Es war auch Zeit; denn der Fremde, für den er sich so eifrig interessierte, schritt eben an beiden vorüber, nicht ohne dem Hochbootsmann einen finstern, durchbohrenden Blick zuzuwerfen, worauf sich Larsen von Jack trennte, beide dem Befehl des Kapitäns nachzukommen, der angesichts des Hafens für jeden seiner Leute eine Dienstverrichtung bereit hatte.
Wenige Stunden später lief der Ostindienfahrer Liverpool an, um nach weiteren vierundzwanzig Stunden, die der Ruhe und Erholung der Mannschaft vergönnt waren, die Reise fortzusetzen. Einen Tag später befand sich das Schiff auf hoher See. – – – – – – – – – – – – – – – –
Nacht war es, unheimlich rauschten die Wogen, die sich an dem stolzen Fahrzeug brachen, unheimlich, trotzdem ein sternenklarer Himmel über der Wasserfläche thronte. Es ist ja eine bekannte Thatsache, daß die Passagiere und wohl auch die Mannschaft eines Schiffes nach einer langen Fahrt um so ängstlicher werden, je näher sie dem Ziele rücken, und in dem unbedeutendsten, elementaren Ereignis eine Gefahr erblicken.
Die meisten Passagiere hatten sich der Ruhe hingegeben. Sie lagen in ihren Hängematten, und obzwar auch bei manchem die lebhafte, sehnende Unruhe den Schlaf nicht aufkommen ließ, äußerlich wenigstens herrschte vollkommene Ruhe auf dem Schiff, hin und wieder nur unterbrochen durch das Kommando beim Ablösen der Wachen oder vom Steuer her.
Jansen, der sich gleichfalls auf dem Schiff befand, gehörte zu denen, die keine Ruhe finden konnten. Seine Hängematte war noch unberührt; denn hundert wirre Gedanken scheuchten jede Spur von Müdigkeit von seinen Augen.
Ein unglücklicher Zufall ließ ihn Reinhold begegnen, dem Menschen, der es gewagt hatte, seinen Namen an den Pranger zu stellen. In dem Bestreben, ihm auszuweichen und durch Unruhe gepeinigt, zog er sich von jedem Verkehr auch mit andern Menschen zurück und blieb in dem ihm angewiesenen Raum allein.
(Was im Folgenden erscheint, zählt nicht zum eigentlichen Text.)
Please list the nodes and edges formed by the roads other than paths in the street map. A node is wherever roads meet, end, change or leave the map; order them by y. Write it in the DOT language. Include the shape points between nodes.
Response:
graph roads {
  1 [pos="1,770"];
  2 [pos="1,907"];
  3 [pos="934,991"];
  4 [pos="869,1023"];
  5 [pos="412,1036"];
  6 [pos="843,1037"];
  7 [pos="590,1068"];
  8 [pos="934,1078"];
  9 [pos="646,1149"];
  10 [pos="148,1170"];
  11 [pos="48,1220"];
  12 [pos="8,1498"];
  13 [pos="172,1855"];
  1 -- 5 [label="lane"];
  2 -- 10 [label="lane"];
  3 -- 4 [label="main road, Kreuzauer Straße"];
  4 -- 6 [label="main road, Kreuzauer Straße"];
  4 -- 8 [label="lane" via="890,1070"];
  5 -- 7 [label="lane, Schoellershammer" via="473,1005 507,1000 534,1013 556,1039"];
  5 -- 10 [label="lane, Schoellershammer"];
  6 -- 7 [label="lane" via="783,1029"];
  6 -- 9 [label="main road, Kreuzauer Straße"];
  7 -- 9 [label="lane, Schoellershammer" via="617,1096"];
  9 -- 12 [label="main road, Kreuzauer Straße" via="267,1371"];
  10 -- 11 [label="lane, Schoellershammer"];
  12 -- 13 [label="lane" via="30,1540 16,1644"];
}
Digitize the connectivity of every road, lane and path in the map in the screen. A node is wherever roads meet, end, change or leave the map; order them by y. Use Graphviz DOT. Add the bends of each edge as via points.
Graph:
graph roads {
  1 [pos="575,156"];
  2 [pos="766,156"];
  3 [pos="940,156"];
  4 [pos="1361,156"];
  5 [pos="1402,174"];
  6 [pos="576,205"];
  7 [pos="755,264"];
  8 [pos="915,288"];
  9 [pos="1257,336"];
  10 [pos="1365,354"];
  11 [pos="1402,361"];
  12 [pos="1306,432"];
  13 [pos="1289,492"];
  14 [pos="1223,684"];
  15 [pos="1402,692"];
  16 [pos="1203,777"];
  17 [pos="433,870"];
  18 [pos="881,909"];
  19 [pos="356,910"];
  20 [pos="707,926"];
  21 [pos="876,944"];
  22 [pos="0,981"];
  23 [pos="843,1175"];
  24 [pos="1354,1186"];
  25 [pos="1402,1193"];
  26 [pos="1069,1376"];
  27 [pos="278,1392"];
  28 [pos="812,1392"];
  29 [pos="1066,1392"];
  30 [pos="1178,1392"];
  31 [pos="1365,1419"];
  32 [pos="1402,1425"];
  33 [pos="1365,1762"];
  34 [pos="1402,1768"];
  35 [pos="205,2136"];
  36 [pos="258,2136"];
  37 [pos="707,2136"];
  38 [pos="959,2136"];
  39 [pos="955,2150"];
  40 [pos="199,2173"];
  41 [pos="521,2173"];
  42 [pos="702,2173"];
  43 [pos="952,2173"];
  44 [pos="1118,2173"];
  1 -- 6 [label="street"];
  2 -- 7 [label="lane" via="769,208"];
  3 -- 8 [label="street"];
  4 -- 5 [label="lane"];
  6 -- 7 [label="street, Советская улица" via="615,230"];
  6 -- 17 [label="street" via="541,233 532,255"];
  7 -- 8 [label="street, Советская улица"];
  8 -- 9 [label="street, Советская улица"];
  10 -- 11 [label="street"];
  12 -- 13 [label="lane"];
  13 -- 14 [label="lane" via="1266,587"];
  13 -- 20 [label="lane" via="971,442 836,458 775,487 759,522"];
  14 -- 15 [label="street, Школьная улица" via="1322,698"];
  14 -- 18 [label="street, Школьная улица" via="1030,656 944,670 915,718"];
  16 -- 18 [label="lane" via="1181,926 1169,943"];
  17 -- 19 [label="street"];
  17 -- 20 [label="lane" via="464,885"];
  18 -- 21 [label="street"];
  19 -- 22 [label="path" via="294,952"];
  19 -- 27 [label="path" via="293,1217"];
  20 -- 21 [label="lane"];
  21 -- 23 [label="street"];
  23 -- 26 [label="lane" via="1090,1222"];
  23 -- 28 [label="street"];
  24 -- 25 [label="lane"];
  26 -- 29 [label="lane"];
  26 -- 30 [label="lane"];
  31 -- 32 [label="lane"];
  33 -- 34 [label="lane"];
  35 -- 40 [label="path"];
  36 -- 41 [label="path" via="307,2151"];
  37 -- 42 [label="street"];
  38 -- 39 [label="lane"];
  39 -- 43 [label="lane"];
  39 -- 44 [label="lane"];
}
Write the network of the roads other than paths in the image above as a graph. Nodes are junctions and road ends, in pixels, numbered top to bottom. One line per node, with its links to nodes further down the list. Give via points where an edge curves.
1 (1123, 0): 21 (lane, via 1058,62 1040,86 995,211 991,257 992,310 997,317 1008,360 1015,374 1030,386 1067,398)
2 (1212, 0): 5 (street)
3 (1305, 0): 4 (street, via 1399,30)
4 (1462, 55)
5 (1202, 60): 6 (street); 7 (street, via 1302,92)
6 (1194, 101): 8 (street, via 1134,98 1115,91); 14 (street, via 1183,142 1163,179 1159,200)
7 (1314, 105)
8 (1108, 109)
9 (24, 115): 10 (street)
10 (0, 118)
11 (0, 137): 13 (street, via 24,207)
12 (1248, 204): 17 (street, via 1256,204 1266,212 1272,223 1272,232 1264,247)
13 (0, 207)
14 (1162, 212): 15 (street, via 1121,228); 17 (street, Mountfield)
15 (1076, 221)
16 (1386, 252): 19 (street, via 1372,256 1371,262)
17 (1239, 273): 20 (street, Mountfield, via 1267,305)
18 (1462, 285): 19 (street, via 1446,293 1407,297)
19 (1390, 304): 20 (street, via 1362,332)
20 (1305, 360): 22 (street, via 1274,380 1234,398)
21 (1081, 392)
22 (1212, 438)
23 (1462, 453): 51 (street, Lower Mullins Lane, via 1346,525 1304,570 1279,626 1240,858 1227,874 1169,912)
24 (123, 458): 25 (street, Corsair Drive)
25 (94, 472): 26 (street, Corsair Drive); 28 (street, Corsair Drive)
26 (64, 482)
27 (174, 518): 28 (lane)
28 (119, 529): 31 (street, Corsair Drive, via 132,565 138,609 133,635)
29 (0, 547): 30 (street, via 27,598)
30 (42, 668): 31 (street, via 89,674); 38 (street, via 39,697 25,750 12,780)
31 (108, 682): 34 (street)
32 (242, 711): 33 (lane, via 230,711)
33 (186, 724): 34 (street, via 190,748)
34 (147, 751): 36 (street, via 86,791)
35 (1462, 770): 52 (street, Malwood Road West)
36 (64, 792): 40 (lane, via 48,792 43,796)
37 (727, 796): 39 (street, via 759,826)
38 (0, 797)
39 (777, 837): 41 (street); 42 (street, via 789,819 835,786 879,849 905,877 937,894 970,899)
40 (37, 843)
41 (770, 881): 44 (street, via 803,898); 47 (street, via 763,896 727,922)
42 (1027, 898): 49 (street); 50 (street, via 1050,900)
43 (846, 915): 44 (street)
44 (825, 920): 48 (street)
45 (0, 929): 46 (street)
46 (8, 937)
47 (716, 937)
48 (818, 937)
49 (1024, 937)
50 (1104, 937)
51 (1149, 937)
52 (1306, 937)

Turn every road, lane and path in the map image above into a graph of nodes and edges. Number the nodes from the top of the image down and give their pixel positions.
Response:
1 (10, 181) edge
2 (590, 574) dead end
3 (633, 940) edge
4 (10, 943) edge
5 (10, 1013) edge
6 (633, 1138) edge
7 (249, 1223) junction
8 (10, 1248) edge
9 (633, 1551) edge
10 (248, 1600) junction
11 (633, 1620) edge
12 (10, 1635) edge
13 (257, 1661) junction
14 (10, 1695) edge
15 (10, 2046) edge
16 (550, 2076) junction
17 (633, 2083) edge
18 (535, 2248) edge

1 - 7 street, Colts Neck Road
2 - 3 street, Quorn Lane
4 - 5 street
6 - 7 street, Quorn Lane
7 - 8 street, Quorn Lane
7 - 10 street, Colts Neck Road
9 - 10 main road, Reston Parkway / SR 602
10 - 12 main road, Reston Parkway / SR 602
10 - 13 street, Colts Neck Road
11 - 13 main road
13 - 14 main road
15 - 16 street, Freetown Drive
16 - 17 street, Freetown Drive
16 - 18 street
War es ihm doch, als trüge er das Brandmal der Schande an der Stirn; alle Erinnerungen an die erfahrene Unbill tauchten, je näher er der Heimat kam, wieder in ihm auf.
Auch der Gedanke an Ellas Wahl beunruhigte ihn aufs neue lebhaft.
Jansen saß noch lange, das sorgenvolle Haupt in die Hand gestützt, bei dem matten Lichtschimmer, der ihn umgab und kaum ausreichte, die in der Kabine untergebrachten Gegenstände deutlich von einander zu unterscheiden.
Endlich wollte er sich erheben; die Natur machte auch bei ihm ihre Rechte geltend. Er fühlte sich so ermattet, daß er das Lager suchen mußte.
Eben im Begriff, sich seines Rockes zu entledigen, wurde er plötzlich durch ein Geräusch gestört, das von der Thür her zu ihm drang.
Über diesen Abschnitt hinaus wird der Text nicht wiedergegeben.